- Lukas, tu ne serais pas en train de me raconter des bobards ? demanda Sydow d'un air méfiant.
- Crois-moi, je préférerais que tout cela soit faux ! Non, Max, c'est la triste vérité, même si on pourrait se croire en plein polar. Malheureusement pour moi, j'ai été la dernière personne à qui Marlène a téléphoné. Cela a bien sûr fait de moi le suspect numéro un. La police était à mes trousses. Mais le mandat d'arrêt a finalement été levé il y a quelques jours. Je veux à tout prix faire moi-même la lumière sur cette affaire. J'imagine que tu peux le comprendre.
- Tu as avancé ?
- Penses-tu ! Plus je me suis plongé dans l'affaire et plus je m'y suis retrouvé impliqué. Parfois, je me sentais même traqué comme Richard Kimble.
- Mais tu dois bien avoir une hypothèse ?
- À ce jour, les résultats obtenus dépassent de loin l'horizon d'un simple bouquiniste. Je dois te dire aussi que, ce qui ne facilite pas les choses, c'est que je connaissais à peine Marlène, bien que nous ayons été assis sur le même banc à l'école durant deux ans.
- Et quand on se retrouve, l'interrompit Max, chacun ne parle que de lui. Du genre : ma maison, mon entreprise, ma voiture, ma maîtresse.
- Exactement. La seule qui n'a jamais rien dit d'elle, c'était Marlène.
- Maintenant que tu me le dis, c'est vrai, je me souviens. On n'a pratiquement rien appris de sa vie. Au fait, sais-tu qu'elle a une sœur, très belle, un peu plus jeune qu'elle ? Elle est hôtesse à la Lufthansa. Elle s'appelle Liane.
- C'est la première fois que j'en entends parler.
- Un jour, j'ai lu le nom de Liane Ammer sur la liste des membres de mon équipage. Je lui ai demandé si elle était parente avec Marlène Ammer. Ammer, ce n'est pas un nom très courant. Elle m'a simplement dit que Marlène était effectivement sa sœur. Mais j'ai cru comprendre qu'elles ne s'appréciaient pas trop. Ce n'est pas rare entre sœurs.
- As-tu l'adresse de cette Liane Ammer ?
- Non. Je sais seulement qu'elle vit à Francfort. Mais, pour en revenir à Marlène, il faut quand même que je te dise quelque chose. Peu de temps après notre rencontre, j'ai fait escale à Rome. J'avais du temps à perdre. J'ai recherché son nom dans l'annuaire. Je l'ai appelée pour l'inviter à dîner dans un restaurant de son choix. Elle savait mieux que moi où on pouvait bien manger, n'est-ce pas ? Elle est venue. Mais accompagnée d'un type - je dirais - particulièrement étrange.
- Un type étrange ? Qu'est-ce que cela signifie ?

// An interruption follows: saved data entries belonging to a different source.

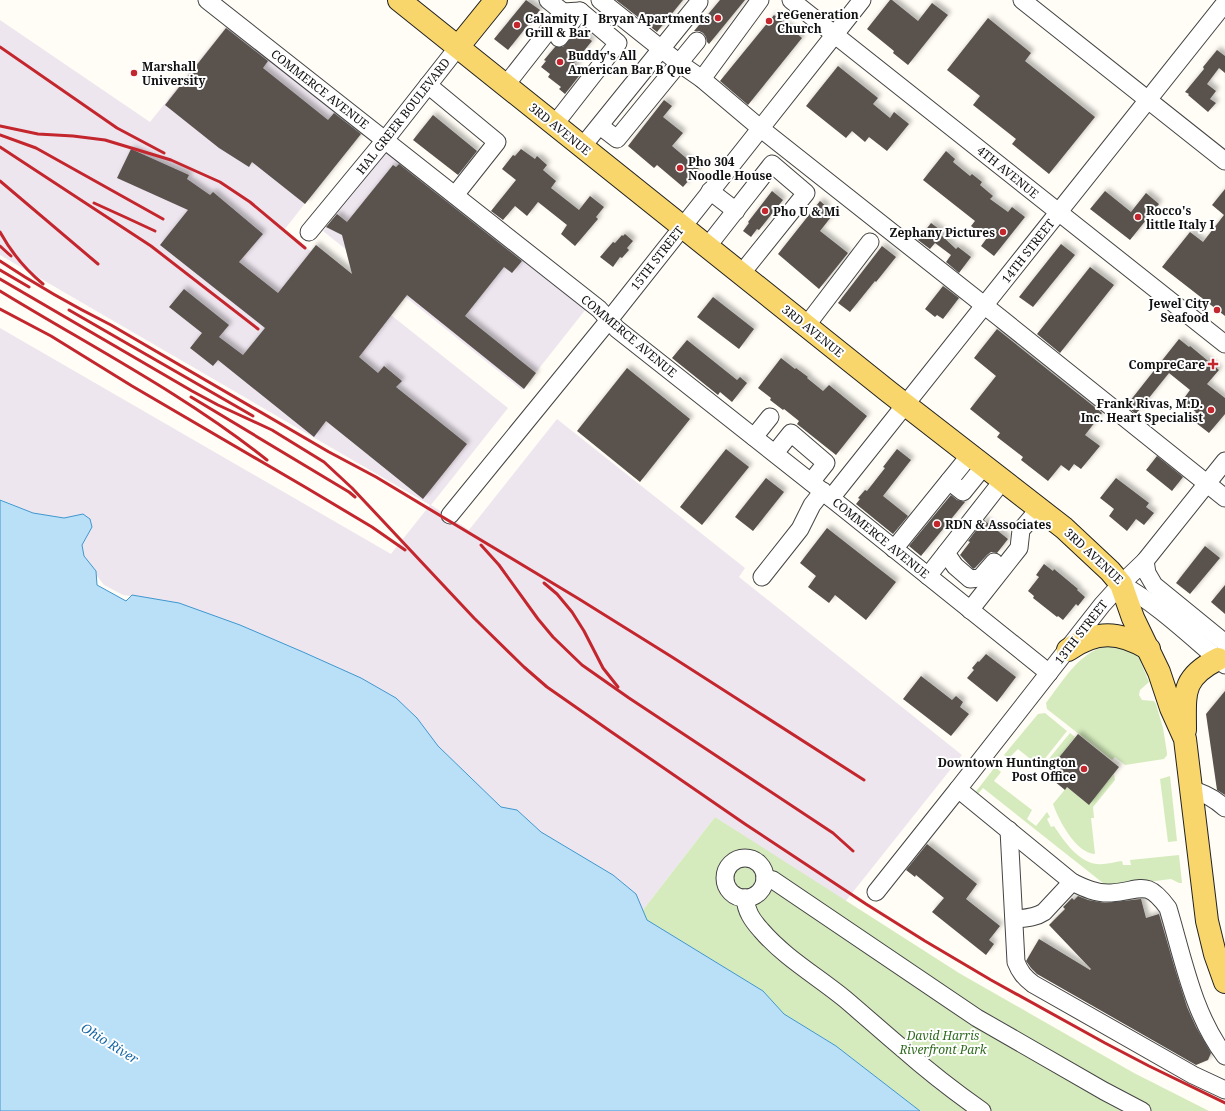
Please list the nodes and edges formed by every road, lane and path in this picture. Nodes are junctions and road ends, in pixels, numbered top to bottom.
1 (207, 0) edge
2 (398, 0) edge
3 (496, 0) edge
4 (548, 0) edge
5 (600, 0) edge
6 (760, 0) edge
7 (792, 0) edge
8 (862, 0) edge
9 (1022, 0) edge
10 (699, 2) dead end
11 (1225, 3) edge
12 (563, 12) junction
13 (580, 12) junction
14 (632, 26) junction
15 (835, 34) junction
16 (697, 41) dead end
17 (618, 43) junction
18 (458, 47) junction
19 (661, 49) junction
20 (529, 54) junction
21 (679, 63) junction
22 (702, 79) junction
23 (428, 84) junction
24 (505, 86) junction
25 (1148, 100) junction
26 (554, 125) junction
27 (600, 126) junction
28 (760, 128) junction
29 (385, 140) junction
30 (582, 148) junction
31 (1225, 161) edge
32 (710, 191) junction
33 (455, 195) junction
34 (736, 211) junction
35 (1058, 212) junction
36 (682, 227) junction
37 (309, 232) dead end
38 (870, 242) dead end
39 (707, 247) junction
40 (741, 274) junction
41 (984, 306) junction
42 (609, 320) junction
43 (806, 326) junction
44 (1225, 344) edge
45 (905, 404) junction
46 (770, 417) dead end
47 (754, 437) junction
48 (775, 453) junction
49 (977, 460) junction
50 (1225, 461) edge
51 (1003, 480) junction
52 (1207, 484) junction
53 (821, 490) junction
54 (1225, 498) edge
55 (1039, 508) junction
56 (450, 515) dead end
57 (1019, 548) junction
58 (894, 549) junction
59 (946, 553) junction
60 (1145, 562) junction
61 (928, 576) junction
62 (762, 577) dead end
63 (1121, 584) junction
64 (970, 610) junction
65 (1149, 649) junction
66 (1068, 650) junction
67 (1223, 655) edge
68 (1049, 673) junction
69 (1185, 739) junction
70 (958, 789) junction
71 (1192, 790) junction
72 (1225, 808) edge
73 (1009, 830) junction
74 (765, 878) junction
75 (1072, 882) junction
76 (876, 892) dead end
77 (745, 898) junction
78 (1015, 919) junction
79 (1225, 982) edge
80 (1225, 1056) edge
81 (1225, 1090) edge
82 (982, 1111) edge
83 (1142, 1111) edge

1 - 29 street, COMMERCE AVENUE
2 - 18 main road, 3RD AVENUE
3 - 18 main road, HAL GREER BOULEVARD
4 - 12 street
5 - 14 street
6 - 22 street
7 - 15 street, 4TH AVENUE
8 - 15 street, 15TH STREET
9 - 25 street
10 - 19 street
11 - 25 street, 14TH STREET
12 - 13 street
12 - 20 street
13 - 17 street
13 - 20 street
14 - 17 street
14 - 19 street
15 - 28 street, 15TH STREET
15 - 35 street, 4TH AVENUE
16 - 21 street
17 - 26 street
18 - 23 street, HAL GREER BOULEVARD
18 - 24 main road, 3RD AVENUE
19 - 21 street
19 - 27 street
20 - 24 street
21 - 22 street
21 - 27 street
22 - 28 street
23 - 29 street, HAL GREER BOULEVARD
23 - 33 street
24 - 26 main road, 3RD AVENUE
25 - 31 street
25 - 35 street, 14TH STREET
26 - 30 main road, 3RD AVENUE
27 - 30 street
28 - 32 street, 15TH STREET
28 - 41 street
29 - 33 street, COMMERCE AVENUE
29 - 37 street, HAL GREER BOULEVARD
30 - 36 main road, 3RD AVENUE
32 - 34 street
32 - 36 street, 15TH STREET
33 - 42 street, COMMERCE AVENUE
34 - 39 street
34 - 40 street
35 - 41 street, 14TH STREET
35 - 44 street, 4TH AVENUE
36 - 39 main road, 3RD AVENUE
36 - 42 street, 15TH STREET
38 - 43 street
39 - 40 main road, 3RD AVENUE
40 - 43 main road, 3RD AVENUE
41 - 45 street, 14TH STREET
41 - 52 street
42 - 47 street, COMMERCE AVENUE
42 - 56 street, 15TH STREET
43 - 45 main road, 3RD AVENUE
45 - 49 main road, 3RD AVENUE
45 - 53 street, 14TH STREET
46 - 47 street
47 - 48 street, COMMERCE AVENUE
48 - 53 street, COMMERCE AVENUE
48 - 53 street
49 - 51 main road, 3RD AVENUE
49 - 58 street
50 - 52 street, 13TH STREET
51 - 55 main road, 3RD AVENUE
51 - 59 street
52 - 54 street
52 - 60 street, 13TH STREET
53 - 58 street, COMMERCE AVENUE
53 - 62 street
55 - 57 street
55 - 63 main road, 3RD AVENUE
57 - 59 street
57 - 64 street
58 - 61 street, COMMERCE AVENUE
59 - 61 street
60 - 63 street, 13TH STREET
60 - 67 street
61 - 64 street, COMMERCE AVENUE
63 - 65 main road
63 - 66 street, 13TH STREET
63 - 67 street, 3RD AVENUE
64 - 68 street, COMMERCE AVENUE
65 - 66 main road
65 - 69 main road
66 - 68 street, 13TH STREET
67 - 69 main road
68 - 70 street, 13TH STREET
69 - 71 main road
70 - 73 street
70 - 76 street, 13TH STREET
71 - 72 street
71 - 79 main road
73 - 75 street
73 - 78 street
74 - 77 street
74 - 77 street
74 - 83 street
75 - 78 street
75 - 80 street
77 - 82 street
78 - 81 street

- Ce type était bien plus âgé qu'elle et n'était pas vraiment le genre de l'homme rêvé, si tu vois ce que je veux dire. J'ai eu l'impression qu'il surveillait chacun des mots de Marlène. Et quand je lui posais une question, il n'y répondait pas et changeait de sujet. Je ne lui ai trouvé qu'une qualité sympathique : il était gaucher, comme Albert Einstein, comme Bill Clinton et comme moi. Inutile de te rappeler que les gauchers ont le gène de l'intelligence...
- Je sais, Max, je sais, l'interrompit Malberg. Tu nous l'as suffisamment prouvé à l'école. Génétiquement parlant, je suis plutôt un droitier. Mais revenons-en à cet homme qui accompagnait Marlène. Qu'est-il ressorti de la conversation ?
- Rien, c'était une soirée plutôt ennuyeuse.
- Qui était ce type ? Il s'est bien présenté, non ?
- Bien sûr, mais je l'ai trouvé si antipathique que, dix minutes plus tard, j'avais déjà oublié son nom.
Sydow regarda sa montre.
- Il est grand temps que j'y aille. Je suis content de t'avoir rencontré. Je crois bien que nous n'avions jamais parlé ainsi durant toute notre scolarité. Je te serais reconnaissant de me tenir au courant en ce qui concerne Marlène.
Malberg le lui promit. Ils échangèrent leurs numéros de téléphone. Max Sydow disparut par la porte réservée aux membres d'équipage. Entre-temps, le petit-déjeuner de Malberg avait refroidi.
Une annonce nasilla dans les haut-parleurs :
- Embarquement immédiat du vol Alitalia AZ 0432 à destination de Munich. Les passagers sont priés de se présenter à la porte 33.
Malberg se leva. Il était pensif. La rencontre de Sydow et de Marlène accompagnée de ce mystérieux inconnu lui trottait dans la tête.
48
Depuis son mystérieux enlèvement, qui demeurait toujours inexpliqué, le cardinal secrétaire d'État Philippo Gonzaga était resté invisible. Il en voulait au monde entier, et à Dieu lui-même. Compte tenu de son état de santé, et contrairement à ses habitudes, il refusait de célébrer la messe du matin dans la chapelle Sixtine.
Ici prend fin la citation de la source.